Right. Do ALL of the above with conduit, not with cable. Conduit gives you flexibility, in that you can add new cables later, take out old ones that you no longer use, replace damaged cables, etc. You can't do that with wires embedded in concrete. And yes, the ends have to sealed very well, but in such a way that you can remove the seal if you need to add/remove/replace cables, then re-seal. I'll walk you through that when the time comes.
A word of warning: Use only GENTLE curves on your conduit! No tight corner. Only large radius bends. It's hard enough to pull cable through conduit as it is, without complicating your life around tight bends. And do also remember to put "fish tape" in each conduit
as you are installing it, so you can pull the wiring through later! Fish tape is often just bare galvanized wire these days, or fiberglass strand, or whatever. Anything strong and flexible that you can attach a cable to at one end and use to pull it through the conduit. IT has to be STRONG: you might need to pull hard.... very hard....
Also, Stuart, could you give me a drawing of the best likely area that the listening position might be? I’m happy to do two sets of flat conduit one to each soffit side or just ome in the middle.
With a typical desk, you'll bring the cables in under the legs, not under the middle of the desk. Your own legs and feet go under the middle!
So ideally you'd have two runs of conduit going to the desk: one to each desk leg location. Each of those then splits out with conduit to each of the locations mentioned above (electrical panel, soffits, room rear, etc.). If your desk is well designed and has a large built-in cable tray for running plenty of cables side-to-side, then you can probably get away with doing just one leg of the desk, and crossing over from there within the desk.
I am thinking of 225x25 trunking. Don’t think any of the cables have connector diameter bigger than 23mm or so...
If you plan on running cables that are 23mm in diameter, then you need
at least 32mm conduit, and probably 50mm! The conduit and cable have to bend around the curves: it's not just a straight run. You'd never be able to get 23mm diameter cable into a 25mm diameter duct. Oversize everything, and run extra conduit, even if you are certain that you won't need it.

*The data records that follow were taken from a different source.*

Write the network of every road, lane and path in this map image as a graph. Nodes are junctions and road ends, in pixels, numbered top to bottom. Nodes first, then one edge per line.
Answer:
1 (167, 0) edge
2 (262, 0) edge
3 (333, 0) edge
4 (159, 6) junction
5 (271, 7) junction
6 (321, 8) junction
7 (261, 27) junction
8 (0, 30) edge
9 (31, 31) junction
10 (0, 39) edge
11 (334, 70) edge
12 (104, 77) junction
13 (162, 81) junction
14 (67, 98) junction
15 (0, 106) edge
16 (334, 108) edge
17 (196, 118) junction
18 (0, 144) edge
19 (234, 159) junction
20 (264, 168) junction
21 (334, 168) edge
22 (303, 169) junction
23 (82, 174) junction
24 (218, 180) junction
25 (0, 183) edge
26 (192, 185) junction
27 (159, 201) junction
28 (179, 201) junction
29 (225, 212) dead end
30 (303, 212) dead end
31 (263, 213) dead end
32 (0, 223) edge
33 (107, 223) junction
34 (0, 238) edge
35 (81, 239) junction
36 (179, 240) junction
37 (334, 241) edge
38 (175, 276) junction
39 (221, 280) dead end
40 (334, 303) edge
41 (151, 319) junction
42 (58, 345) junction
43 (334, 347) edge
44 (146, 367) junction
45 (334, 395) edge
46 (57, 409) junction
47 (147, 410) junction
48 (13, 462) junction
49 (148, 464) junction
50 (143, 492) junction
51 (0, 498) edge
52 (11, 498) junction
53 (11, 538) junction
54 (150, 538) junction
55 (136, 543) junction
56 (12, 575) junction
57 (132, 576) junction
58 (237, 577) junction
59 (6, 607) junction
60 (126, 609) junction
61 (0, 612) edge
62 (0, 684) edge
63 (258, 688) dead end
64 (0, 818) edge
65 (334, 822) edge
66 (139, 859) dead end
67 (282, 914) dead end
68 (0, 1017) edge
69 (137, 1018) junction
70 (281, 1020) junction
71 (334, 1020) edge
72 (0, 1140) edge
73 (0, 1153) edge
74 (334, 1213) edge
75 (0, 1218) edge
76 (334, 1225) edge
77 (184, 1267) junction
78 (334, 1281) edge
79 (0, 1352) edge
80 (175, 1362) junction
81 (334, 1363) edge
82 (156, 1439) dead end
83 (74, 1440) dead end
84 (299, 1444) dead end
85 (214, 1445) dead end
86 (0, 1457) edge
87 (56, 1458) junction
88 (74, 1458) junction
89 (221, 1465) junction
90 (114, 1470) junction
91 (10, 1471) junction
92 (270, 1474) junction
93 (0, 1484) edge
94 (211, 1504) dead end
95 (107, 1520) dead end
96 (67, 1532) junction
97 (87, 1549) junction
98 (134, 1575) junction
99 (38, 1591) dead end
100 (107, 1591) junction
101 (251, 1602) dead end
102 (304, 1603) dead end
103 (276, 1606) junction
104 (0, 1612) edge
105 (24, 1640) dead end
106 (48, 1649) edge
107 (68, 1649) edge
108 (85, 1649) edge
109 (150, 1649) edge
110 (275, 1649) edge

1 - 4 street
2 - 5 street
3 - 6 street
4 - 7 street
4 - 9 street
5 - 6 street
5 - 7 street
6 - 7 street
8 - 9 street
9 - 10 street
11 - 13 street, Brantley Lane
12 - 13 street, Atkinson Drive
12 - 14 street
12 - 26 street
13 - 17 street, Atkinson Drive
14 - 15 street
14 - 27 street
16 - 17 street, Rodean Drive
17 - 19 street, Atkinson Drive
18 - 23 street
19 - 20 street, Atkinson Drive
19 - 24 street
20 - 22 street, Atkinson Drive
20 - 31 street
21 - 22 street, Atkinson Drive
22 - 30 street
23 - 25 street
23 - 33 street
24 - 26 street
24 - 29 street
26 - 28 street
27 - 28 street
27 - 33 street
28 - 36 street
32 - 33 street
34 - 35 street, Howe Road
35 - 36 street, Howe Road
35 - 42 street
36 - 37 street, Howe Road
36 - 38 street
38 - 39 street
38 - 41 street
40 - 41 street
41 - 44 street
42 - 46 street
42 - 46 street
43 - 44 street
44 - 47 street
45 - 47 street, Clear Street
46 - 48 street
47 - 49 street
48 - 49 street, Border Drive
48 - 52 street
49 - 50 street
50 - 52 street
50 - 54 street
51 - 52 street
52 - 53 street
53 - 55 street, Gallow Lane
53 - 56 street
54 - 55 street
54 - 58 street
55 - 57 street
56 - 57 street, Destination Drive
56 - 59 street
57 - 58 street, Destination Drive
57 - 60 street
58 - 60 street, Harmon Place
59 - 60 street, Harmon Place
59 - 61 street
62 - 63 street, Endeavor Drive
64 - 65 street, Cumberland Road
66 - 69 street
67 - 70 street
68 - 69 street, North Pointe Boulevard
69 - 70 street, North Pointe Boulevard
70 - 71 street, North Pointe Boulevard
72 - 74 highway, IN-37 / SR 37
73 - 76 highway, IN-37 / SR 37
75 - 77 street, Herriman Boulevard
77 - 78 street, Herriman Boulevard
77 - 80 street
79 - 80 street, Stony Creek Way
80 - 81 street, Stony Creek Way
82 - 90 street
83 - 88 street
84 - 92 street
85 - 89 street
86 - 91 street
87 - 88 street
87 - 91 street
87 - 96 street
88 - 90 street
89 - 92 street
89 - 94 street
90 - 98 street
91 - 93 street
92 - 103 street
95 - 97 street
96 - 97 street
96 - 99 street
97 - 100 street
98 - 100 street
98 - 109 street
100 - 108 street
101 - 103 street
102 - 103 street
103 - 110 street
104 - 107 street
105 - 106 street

If you don't use it now, you will later...
At some point in the future, you'll buy a new-fangled "super hyper thing box" that does magic tricks, and needs wiring in.... Also, if you plan to pull an analog audio snake through conduit, it needs to be very large as you have to get all the XLR connectors through too... or cut them off, then re-solder them on after you pull the cable through.
Pulling cables through conduit is not fun. Frustratingly, maddeningly, head-bangingly, "not fun"!

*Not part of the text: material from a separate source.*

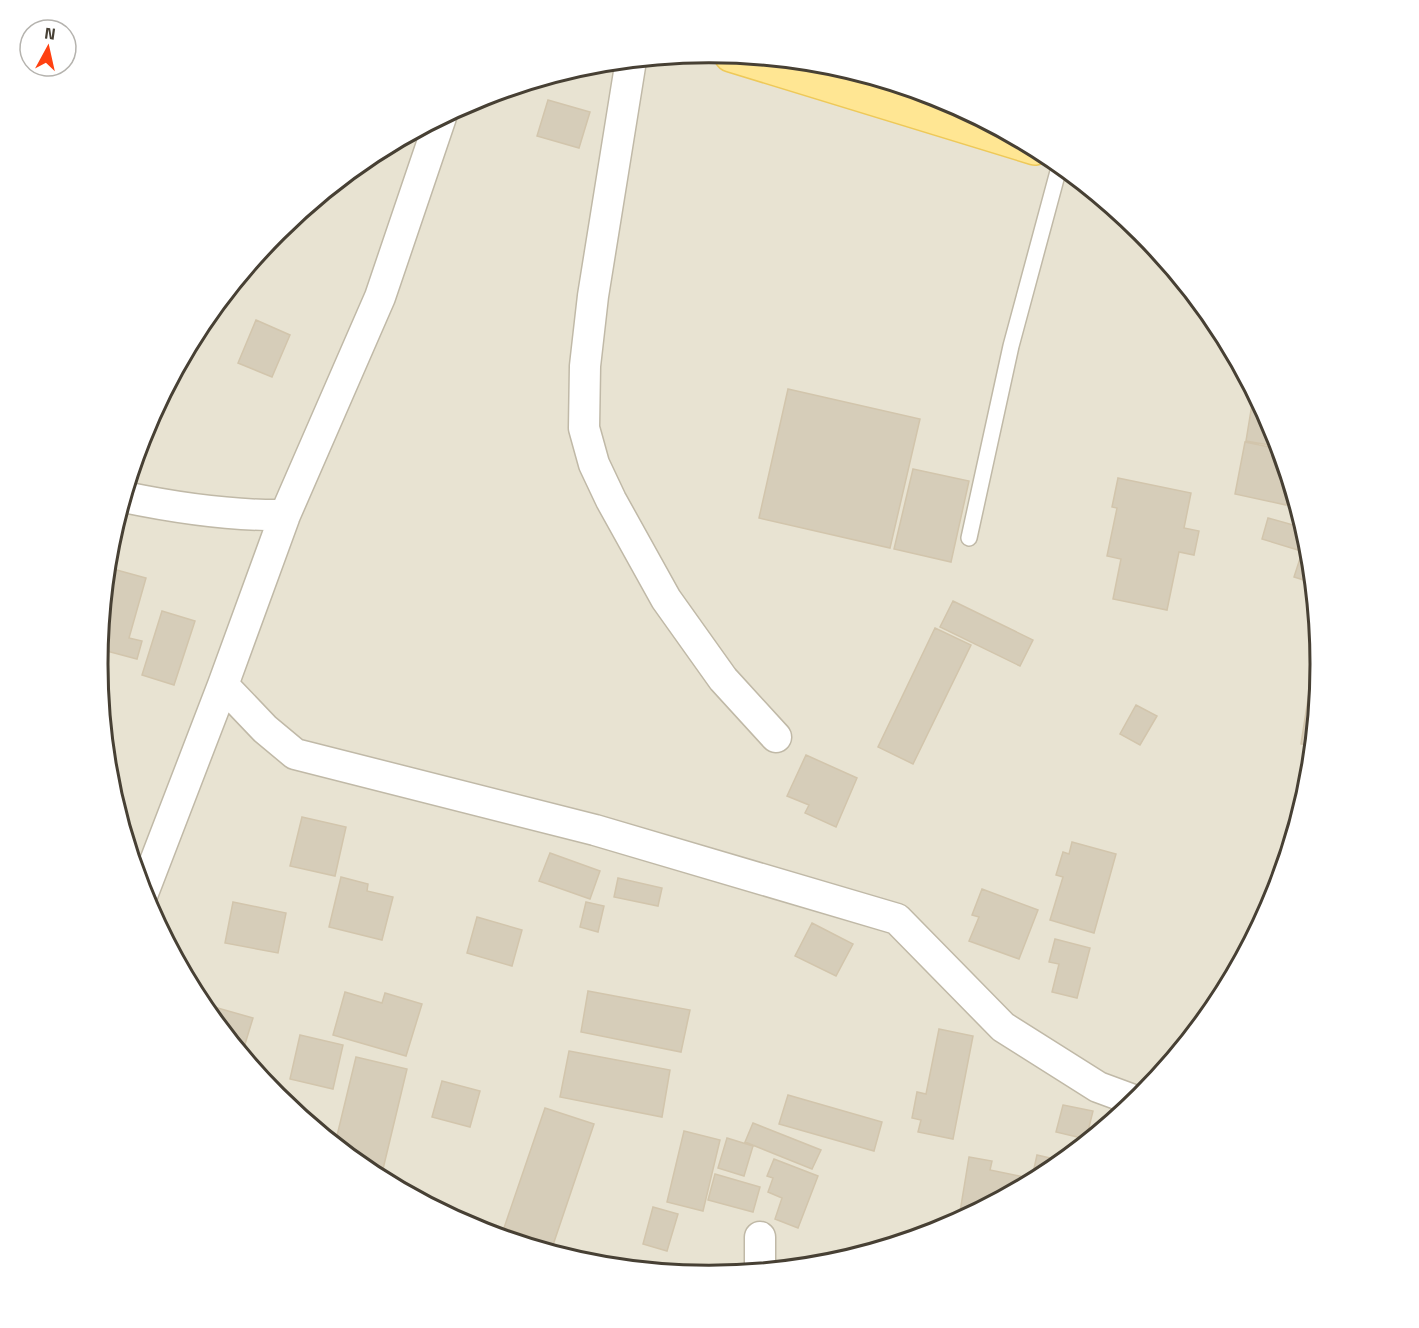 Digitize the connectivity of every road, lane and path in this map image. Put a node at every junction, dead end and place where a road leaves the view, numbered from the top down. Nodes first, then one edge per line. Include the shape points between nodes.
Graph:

Another alternative, which doesn't look very neat at all, is to build cable "tunnels" on top of the floor, after you finish the room, like this:
It is also possible to cut a "trough" or "chase" in the floor concrete after it has cured, as long as it is thick enough to do that, then cover it with a metal panel before putting in your final flooring. Like this:
The wooden box in the second-last image is the desk leg, where the cables go up.

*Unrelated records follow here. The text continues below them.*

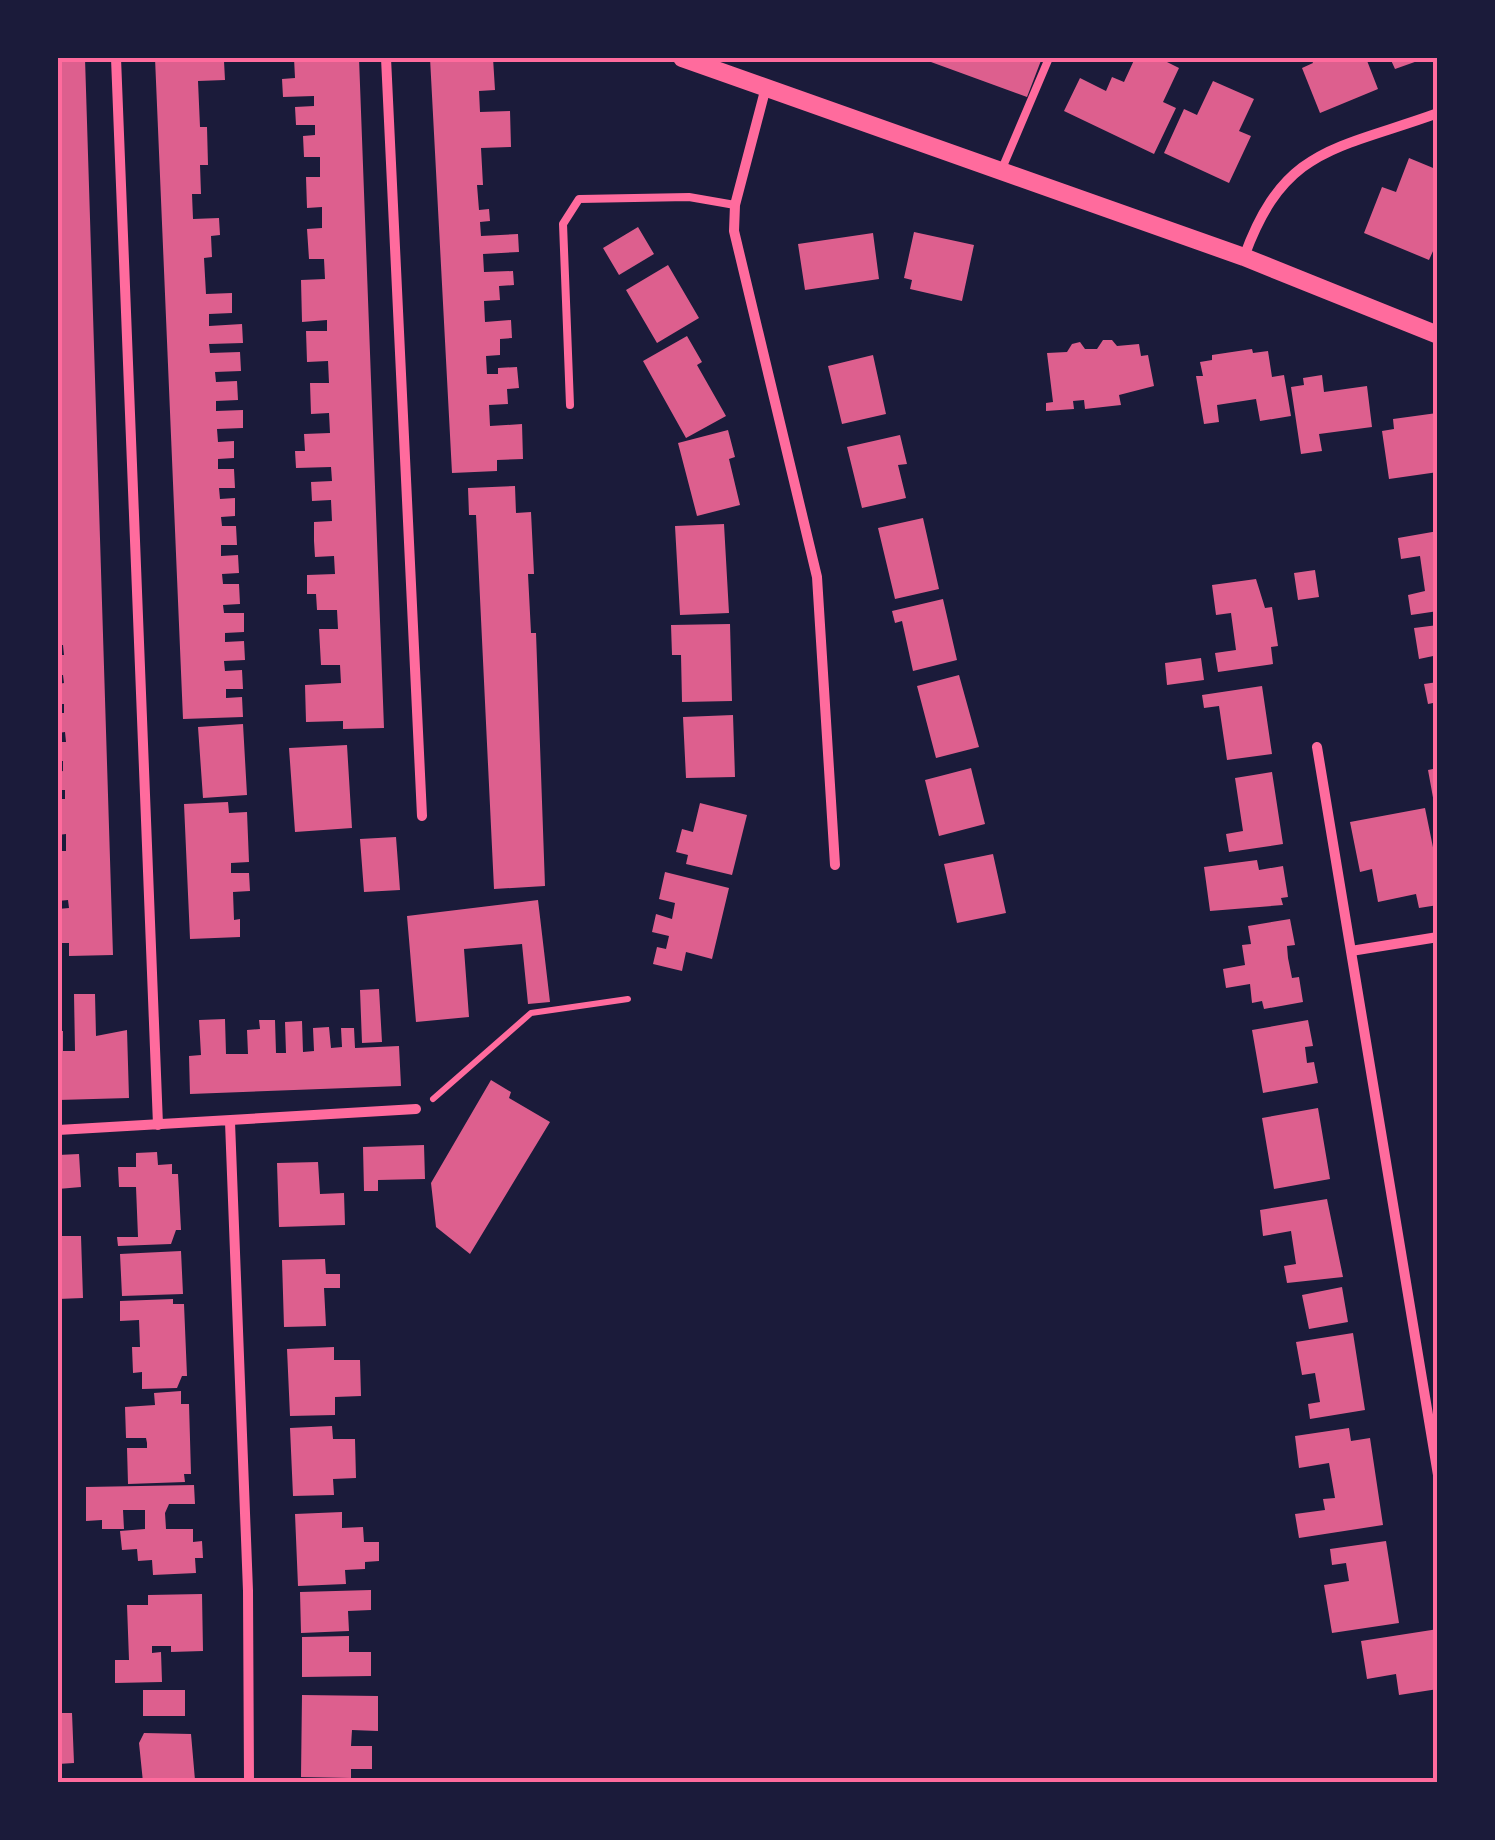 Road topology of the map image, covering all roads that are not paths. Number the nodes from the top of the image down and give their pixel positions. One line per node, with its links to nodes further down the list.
1 (116, 58): 19 (street)
2 (386, 58): 13 (street)
3 (682, 58): 5 (street)
4 (1049, 58): 7 (lane)
5 (766, 87): 7 (street); 8 (street)
6 (1438, 112): 9 (street)
7 (1001, 170): 9 (street)
8 (735, 205): 11 (lane); 14 (street)
9 (1244, 258): 10 (street)
10 (1438, 334)
11 (570, 405)
12 (1317, 747): 16 (street)
13 (422, 816)
14 (836, 866)
15 (1438, 937): 16 (street)
16 (1350, 950): 21 (street)
17 (416, 1110): 18 (street)
18 (230, 1122): 19 (street); 22 (street)
19 (158, 1125): 20 (street)
20 (58, 1130)
21 (1438, 1475)
22 (249, 1782)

But the neatest way is to embed plenty of conduit in the floor slab itself.
Getting back to this: "Also, Stuart, could you give me a drawing of the best likely area that the listening position might be?" Sure! It will take a few hours to do that, but I'll need a bit of input from you on some things, so I'll e-mail you on that.
One other point about embedding conduit in concrete: it wants to float! Conduit is just an air-filled plastic bubble, so it does not want to stay in the wet concrete: it wants to rise to the surface. You MUST tie it down to whatever is under the concrete, to prevent it from rising and floating, or even just moving. Anchor it down firmly.